Bikhir utilise le reste de son large budget pour se développer sur le mobile, alors qu’Avito.ma joue sur les partenariats, dont un avec Voituresmaroc, le n°1 des petites annonces automobiles avant l’arrivée d’Avito.ma et Bikhir.

MarocAnnonces n’a pas les mêmes moyens que ces deux principaux concurrents mais Tajdine Filali est confiant que son nom et le bouche-à-oreille seront suffisant : « Aujourd’hui, tout le monde connaît Maroc Annonces, le nom parle de lui-même. » Le site propose aussi une interface différente et très complète proposant du covoiturage, une rubrique perdu de vue, des services pratiques comme les horaires de la prière ou encore l’option échange/troc.

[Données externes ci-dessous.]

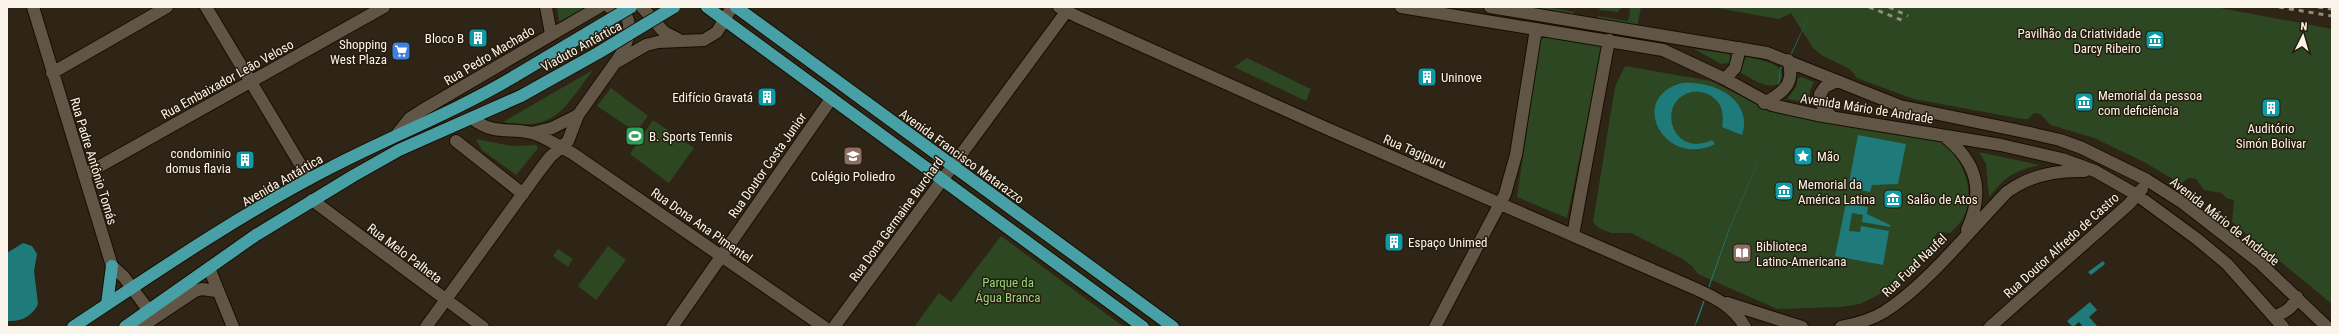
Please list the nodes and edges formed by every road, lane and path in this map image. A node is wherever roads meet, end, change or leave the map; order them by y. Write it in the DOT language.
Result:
graph roads {
  1 [pos="33,7"];
  2 [pos="167,7"];
  3 [pos="206,7"];
  4 [pos="384,7"];
  5 [pos="546,7"];
  6 [pos="599,7"];
  7 [pos="609,7"];
  8 [pos="631,7"];
  9 [pos="642,7"];
  10 [pos="674,7"];
  11 [pos="707,7"];
  12 [pos="732,7"];
  13 [pos="736,7"];
  14 [pos="1401,7"];
  15 [pos="1490,7"];
  16 [pos="1063,9"];
  17 [pos="725,19"];
  18 [pos="1536,29"];
  19 [pos="551,34"];
  20 [pos="1609,40"];
  21 [pos="685,42"];
  22 [pos="1740,48"];
  23 [pos="1788,60"];
  24 [pos="616,63"];
  25 [pos="52,73"];
  26 [pos="515,76"];
  27 [pos="1725,79"];
  28 [pos="1837,81"];
  29 [pos="250,82"];
  30 [pos="831,99"];
  31 [pos="1764,103"];
  32 [pos="578,115"];
  33 [pos="1832,117"];
  34 [pos="472,119"];
  35 [pos="398,133"];
  36 [pos="532,133"];
  37 [pos="1943,135"];
  38 [pos="456,141"];
  39 [pos="562,148"];
  40 [pos="952,166"];
  41 [pos="2095,171"];
  42 [pos="84,175"];
  43 [pos="309,179"];
  44 [pos="942,180"];
  45 [pos="2147,180"];
  46 [pos="523,194"];
  47 [pos="2137,195"];
  48 [pos="312,200"];
  49 [pos="1501,203"];
  50 [pos="1573,235"];
  51 [pos="1961,240"];
  52 [pos="721,256"];
  53 [pos="112,266"];
  54 [pos="209,268"];
  55 [pos="132,288"];
  56 [pos="216,291"];
  57 [pos="2297,297"];
  58 [pos="444,300"];
  59 [pos="1724,303"];
  60 [pos="107,304"];
  61 [pos="149,311"];
  62 [pos="2275,316"];
  63 [pos="73,327"];
  64 [pos="125,327"];
  65 [pos="141,327"];
  66 [pos="233,327"];
  67 [pos="426,327"];
  68 [pos="483,327"];
  69 [pos="672,327"];
  70 [pos="824,327"];
  71 [pos="834,327"];
  72 [pos="1143,327"];
  73 [pos="1173,327"];
  74 [pos="1435,327"];
  75 [pos="1745,327"];
  76 [pos="1802,327"];
  77 [pos="1841,327"];
  78 [pos="1990,327"];
  79 [pos="2283,327"];
  80 [pos="2327,327"];
  1 -- 25 [label="street, Rua Padre Antônio Tomás"];
  2 -- 25 [label="street"];
  3 -- 29 [label="street"];
  4 -- 29 [label="street, Rua Embaixador Leão Veloso"];
  5 -- 19 [label="street"];
  6 -- 19 [label="street, Rua Pedro Machado"];
  7 -- 24 [label="street"];
  8 -- 26 [label="main road, Viaduto Antártica, bridge"];
  9 -- 21 [label="street"];
  10 -- 34 [label="main road, Viaduto Antártica, bridge"];
  11 -- 17 [label="main road"];
  12 -- 17 [label="street"];
  13 -- 40 [label="main road, Avenida Francisco Matarazzo"];
  14 -- 18 [label="street, Avenida Mário de Andrade"];
  15 -- 22 [label="street, Avenida Mário de Andrade"];
  16 -- 40 [label="street, Rua Dona Germaine Burchard"];
  16 -- 49 [label="street, Rua Tagipuru"];
  17 -- 21 [label="street"];
  17 -- 30 [label="main road"];
  18 -- 20 [label="street, Avenida Mário de Andrade"];
  18 -- 49 [label="street"];
  19 -- 35 [label="street, Rua Pedro Machado"];
  20 -- 27 [label="street, Avenida Mário de Andrade"];
  20 -- 50 [label="street"];
  21 -- 24 [label="street"];
  22 -- 23 [label="street, Avenida Mário de Andrade"];
  22 -- 27 [label="street"];
  23 -- 28 [label="street, Avenida Mário de Andrade"];
  23 -- 31 [label="street"];
  24 -- 32 [label="street"];
  25 -- 42 [label="street, Rua Padre Antônio Tomás"];
  26 -- 35 [label="main road, Avenida Antártica"];
  27 -- 31 [label="street, Avenida Mário de Andrade"];
  28 -- 33 [label="street"];
  28 -- 45 [label="street, Avenida Mário de Andrade"];
  29 -- 42 [label="street, Rua Embaixador Leão Veloso"];
  29 -- 43 [label="street"];
  30 -- 44 [label="main road"];
  30 -- 52 [label="street, Rua Doutor Costa Junior"];
  31 -- 33 [label="street, Avenida Mário de Andrade"];
  32 -- 36 [label="street"];
  32 -- 39 [label="street"];
  33 -- 37 [label="street, Avenida Mário de Andrade"];
  34 -- 36 [label="street"];
  34 -- 48 [label="main road"];
  35 -- 43 [label="main road, Avenida Antártica"];
  36 -- 39 [label="street, Rua Dona Ana Pimentel"];
  37 -- 41 [label="street, Avenida Mário de Andrade"];
  37 -- 51 [label="street, Rua Fuad Naufel"];
  38 -- 46 [label="street"];
  39 -- 46 [label="street"];
  39 -- 52 [label="street, Rua Dona Ana Pimentel"];
  40 -- 44 [label="street, Rua Dona Germaine Burchard"];
  40 -- 73 [label="main road, Avenida Francisco Matarazzo"];
  41 -- 47 [label="street, Avenida Mário de Andrade"];
  41 -- 51 [label="street, Rua Fuad Naufel"];
  42 -- 53 [label="street, Rua Padre Antônio Tomás"];
  43 -- 55 [label="main road, Avenida Antártica"];
  44 -- 71 [label="street, Rua Dona Germaine Burchard"];
  44 -- 72 [label="main road"];
  45 -- 47 [label="street, Rua Doutor Alfredo de Castro"];
  45 -- 57 [label="street, Avenida Mário de Andrade"];
  46 -- 58 [label="street"];
  47 -- 62 [label="street, Avenida Mário de Andrade"];
  47 -- 78 [label="street, Rua Doutor Alfredo de Castro"];
  48 -- 54 [label="main road"];
  48 -- 58 [label="street, Rua Melo Palheta"];
  49 -- 50 [label="street, Rua Tagipuru"];
  49 -- 74 [label="street"];
  50 -- 59 [label="street, Rua Tagipuru"];
  51 -- 77 [label="street, Rua Fuad Naufel"];
  52 -- 69 [label="street, Rua Doutor Costa Junior"];
  52 -- 70 [label="street, Rua Dona Ana Pimentel"];
  53 -- 55 [label="street, Rua Padre Antônio Tomás"];
  53 -- 60 [label="main road"];
  54 -- 56 [label="street"];
  54 -- 61 [label="main road"];
  55 -- 60 [label="main road, Avenida Antártica"];
  55 -- 61 [label="street, Rua Padre Antônio Tomás"];
  56 -- 65 [label="street"];
  56 -- 66 [label="street"];
  57 -- 62 [label="street"];
  57 -- 80 [label="street, Avenida Mário de Andrade"];
  58 -- 67 [label="street"];
  58 -- 68 [label="street, Rua Melo Palheta"];
  59 -- 75 [label="street, Rua Tagipuru"];
  59 -- 76 [label="street"];
  60 -- 63 [label="main road, Avenida Antártica"];
  61 -- 64 [label="main road"];
  62 -- 79 [label="street, Avenida Mário de Andrade"];
}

Pourtant, si le gâteau a grossi, le nombre de transactions enregistré sur le site demeure stable. Tajdine Filali s’en félicite, mais est-ce vraiment une stratégie viable à long terme ? 

Doit-on s’attendre à des fusions et acquisitions ?

Avito.ma et Bikhir ne sont pas pressés de devenir rentable. Chez Avito.ma, Sammy Ben Abla ne s’en cache pas : «  Le plus important pour nous, c’est de continuer à investir et de nous assure que le marché atteigne sa maturité. Une fois que nous serons là, nous commencerons à penser à devenir rentable. »

Est-ce que les plus petits sites comme MarocAnnonces qui ne peuvent pas se permettre des campagnes aussi agressives pourront survivre ?

En mars dernier, une rumeur annonçait le rachat de MarocAnnonces pour 15 millions de MAD, soit près de 1,7 million de dollars, par Avito.ma avant d’être démenti par le groupe. « Nous ne sommes pas, pour l’instant, intéressés par l’idée d’acquérir un de nos concurrents, nous a confié Sammy Ben Abla. Cet accord n’a jamais été sur la table et ne se fera pas pour l’instant. » Tajdine Filali de Marocannonces semble toutefois considérer toutes les options, avouant qu’il aurait déjà reçu des offres et considère une levée de fonds. 

Le marché est loin de se stabiliser. Souqaffaires.ma, un site local, serait en train de lever des fonds, et le site régional Dubizzle, basé à Dubaï, a tenté d’entrer sur le marché mais a « décidé de ne pas continuer, stoppant toutes [ses] activités il y a à peu près un an » a confié J.C. Butler, un des co-fondateurs.

Les deux acteurs majeurs, Avito et Schibsted Group, avouent que leur objectif final est de se développer en Afrique. Avito s’est déjà lancé en Egypte sous le nom de Bekam en décembre 2012 et doit affronter une forte concurrence notamment de la part de Dubizzle. Quant aux autres pays, « on verra » me répond Ben Abla. Le norvégien Schibsted Group a lui déjà sauté le pas en lançant des sites en bêta en Algérie, Tunisie, Egypte et au Nigéria.